◆ **EXTRACTED ENTRIES**

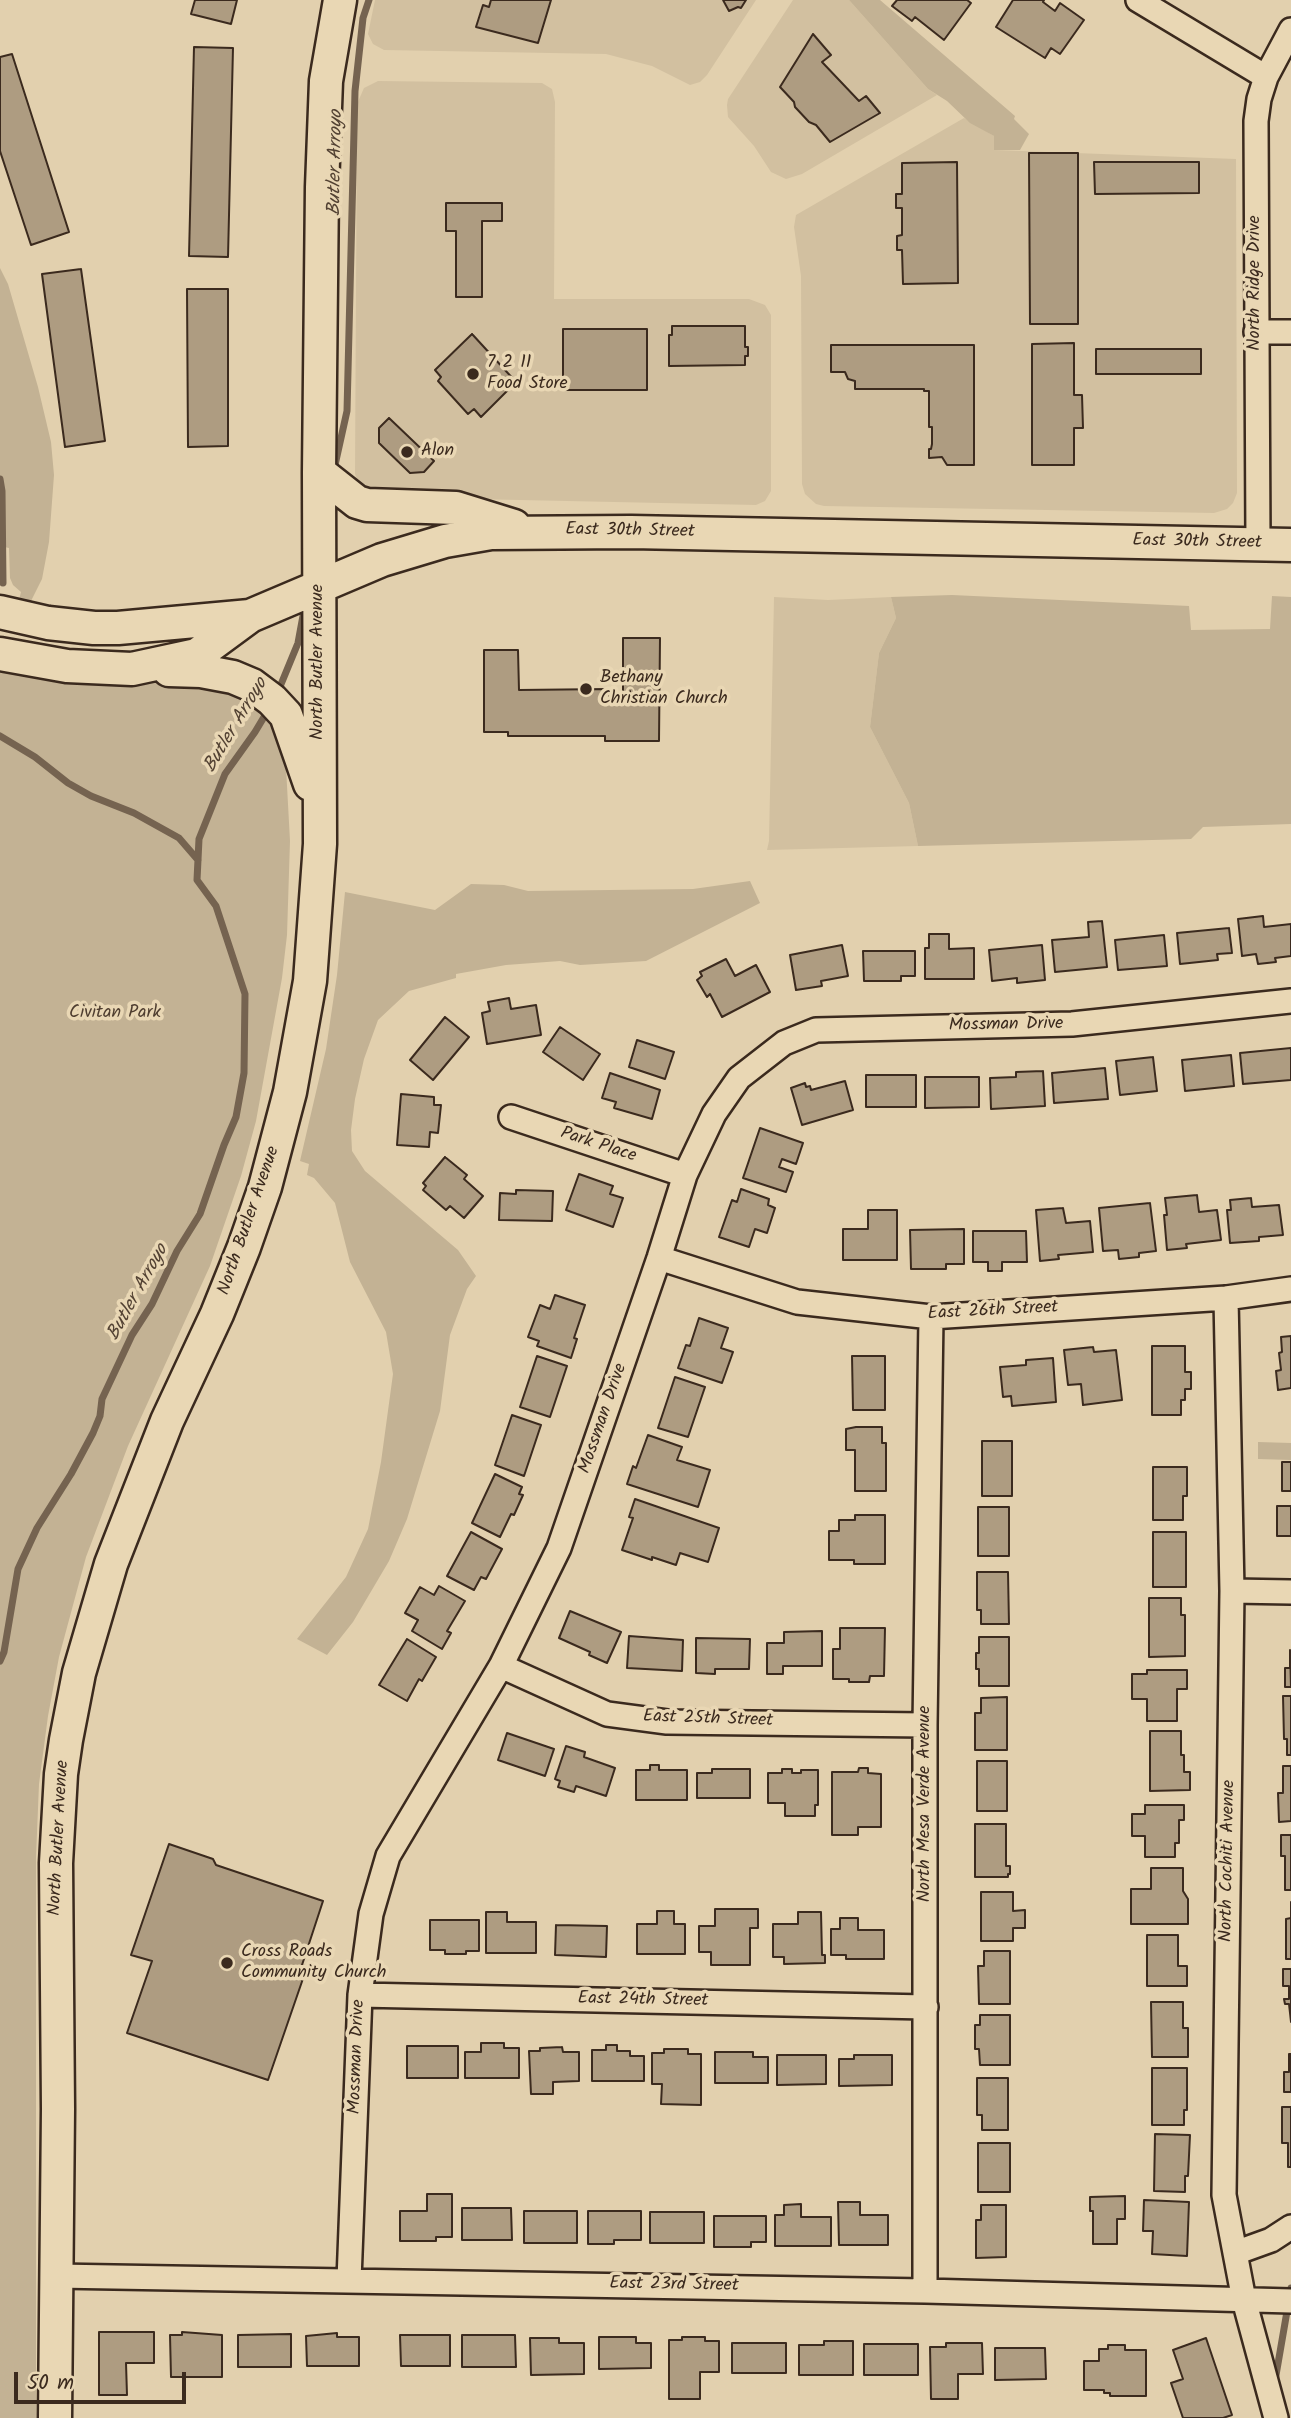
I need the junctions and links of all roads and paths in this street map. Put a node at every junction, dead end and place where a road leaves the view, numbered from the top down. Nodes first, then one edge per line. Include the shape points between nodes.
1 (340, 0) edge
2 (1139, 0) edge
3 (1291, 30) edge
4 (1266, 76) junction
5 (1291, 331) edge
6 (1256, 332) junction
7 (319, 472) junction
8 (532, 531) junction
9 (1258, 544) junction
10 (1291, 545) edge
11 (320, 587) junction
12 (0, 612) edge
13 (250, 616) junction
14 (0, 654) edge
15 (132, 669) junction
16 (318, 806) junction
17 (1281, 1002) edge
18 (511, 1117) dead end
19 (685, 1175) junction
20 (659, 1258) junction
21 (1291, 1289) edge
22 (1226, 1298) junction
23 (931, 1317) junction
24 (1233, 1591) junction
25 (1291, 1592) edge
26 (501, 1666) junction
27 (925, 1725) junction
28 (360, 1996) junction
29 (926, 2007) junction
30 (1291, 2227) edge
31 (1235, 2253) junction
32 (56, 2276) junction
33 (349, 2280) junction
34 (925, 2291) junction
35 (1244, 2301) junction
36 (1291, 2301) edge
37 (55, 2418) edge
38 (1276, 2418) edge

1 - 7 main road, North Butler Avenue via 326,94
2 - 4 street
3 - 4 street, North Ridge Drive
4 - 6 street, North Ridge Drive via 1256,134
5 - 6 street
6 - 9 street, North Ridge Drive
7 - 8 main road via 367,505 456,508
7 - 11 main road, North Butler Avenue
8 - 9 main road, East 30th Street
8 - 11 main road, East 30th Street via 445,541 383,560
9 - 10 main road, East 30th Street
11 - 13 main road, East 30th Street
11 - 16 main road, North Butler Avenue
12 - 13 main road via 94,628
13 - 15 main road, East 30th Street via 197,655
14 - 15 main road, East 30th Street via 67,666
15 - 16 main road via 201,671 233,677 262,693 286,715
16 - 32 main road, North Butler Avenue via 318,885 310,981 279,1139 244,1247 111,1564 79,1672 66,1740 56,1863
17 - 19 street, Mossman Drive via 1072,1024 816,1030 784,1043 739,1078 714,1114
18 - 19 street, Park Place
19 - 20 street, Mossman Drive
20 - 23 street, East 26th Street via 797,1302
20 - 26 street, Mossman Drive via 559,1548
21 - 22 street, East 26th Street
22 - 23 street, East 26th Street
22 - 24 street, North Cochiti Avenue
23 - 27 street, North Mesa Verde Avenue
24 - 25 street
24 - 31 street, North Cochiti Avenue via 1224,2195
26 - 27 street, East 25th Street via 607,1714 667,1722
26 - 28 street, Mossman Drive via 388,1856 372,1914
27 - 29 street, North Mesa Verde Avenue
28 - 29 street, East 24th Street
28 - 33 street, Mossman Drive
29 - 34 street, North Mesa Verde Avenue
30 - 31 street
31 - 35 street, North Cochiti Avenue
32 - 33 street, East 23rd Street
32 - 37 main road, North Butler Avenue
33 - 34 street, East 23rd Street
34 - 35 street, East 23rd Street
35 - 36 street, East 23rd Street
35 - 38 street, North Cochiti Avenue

* * *

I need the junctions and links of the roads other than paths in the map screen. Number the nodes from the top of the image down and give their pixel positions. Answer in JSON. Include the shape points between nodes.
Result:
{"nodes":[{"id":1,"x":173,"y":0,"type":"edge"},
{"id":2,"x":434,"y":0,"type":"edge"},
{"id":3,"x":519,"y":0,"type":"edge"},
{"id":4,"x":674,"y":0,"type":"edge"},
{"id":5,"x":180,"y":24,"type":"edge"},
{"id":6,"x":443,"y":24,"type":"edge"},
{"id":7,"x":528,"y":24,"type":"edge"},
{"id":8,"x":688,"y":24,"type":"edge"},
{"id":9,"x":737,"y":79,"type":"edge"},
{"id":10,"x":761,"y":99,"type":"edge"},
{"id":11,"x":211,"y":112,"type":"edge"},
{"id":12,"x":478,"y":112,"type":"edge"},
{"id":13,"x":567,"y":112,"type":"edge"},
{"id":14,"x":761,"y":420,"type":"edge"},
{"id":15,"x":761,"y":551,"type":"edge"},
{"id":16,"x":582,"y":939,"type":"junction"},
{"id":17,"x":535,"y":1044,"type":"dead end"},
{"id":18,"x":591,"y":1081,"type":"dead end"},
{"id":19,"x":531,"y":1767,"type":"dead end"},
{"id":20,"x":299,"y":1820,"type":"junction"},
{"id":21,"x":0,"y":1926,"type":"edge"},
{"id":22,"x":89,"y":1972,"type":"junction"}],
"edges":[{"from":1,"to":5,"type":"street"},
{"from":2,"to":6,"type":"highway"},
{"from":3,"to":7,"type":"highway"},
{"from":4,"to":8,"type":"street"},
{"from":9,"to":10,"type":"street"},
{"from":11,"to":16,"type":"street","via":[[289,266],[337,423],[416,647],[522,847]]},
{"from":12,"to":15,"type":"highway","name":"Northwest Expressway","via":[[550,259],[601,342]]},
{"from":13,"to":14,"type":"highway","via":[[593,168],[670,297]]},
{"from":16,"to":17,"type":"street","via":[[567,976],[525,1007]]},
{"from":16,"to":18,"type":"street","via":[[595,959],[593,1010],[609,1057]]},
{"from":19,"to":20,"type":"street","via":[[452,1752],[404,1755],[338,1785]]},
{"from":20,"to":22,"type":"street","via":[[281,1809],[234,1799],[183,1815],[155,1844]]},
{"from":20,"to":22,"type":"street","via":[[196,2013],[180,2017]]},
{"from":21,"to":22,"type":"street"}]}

◆ **WHAT YOU HAVE TO DO**
Which lines in the material contain the word "down"? Pull each of them out.

◆ **ANSWER BOX**
I need the junctions and links of all roads and paths in this street map. Put a node at every junction, dead end and place where a road leaves the view, numbered from the top down. Nodes first, then one edge per line. Include the shape points between nodes.
I need the junctions and links of the roads other than paths in the map screen. Number the nodes from the top of the image down and give their pixel positions. Answer in JSON. Include the shape points between nodes.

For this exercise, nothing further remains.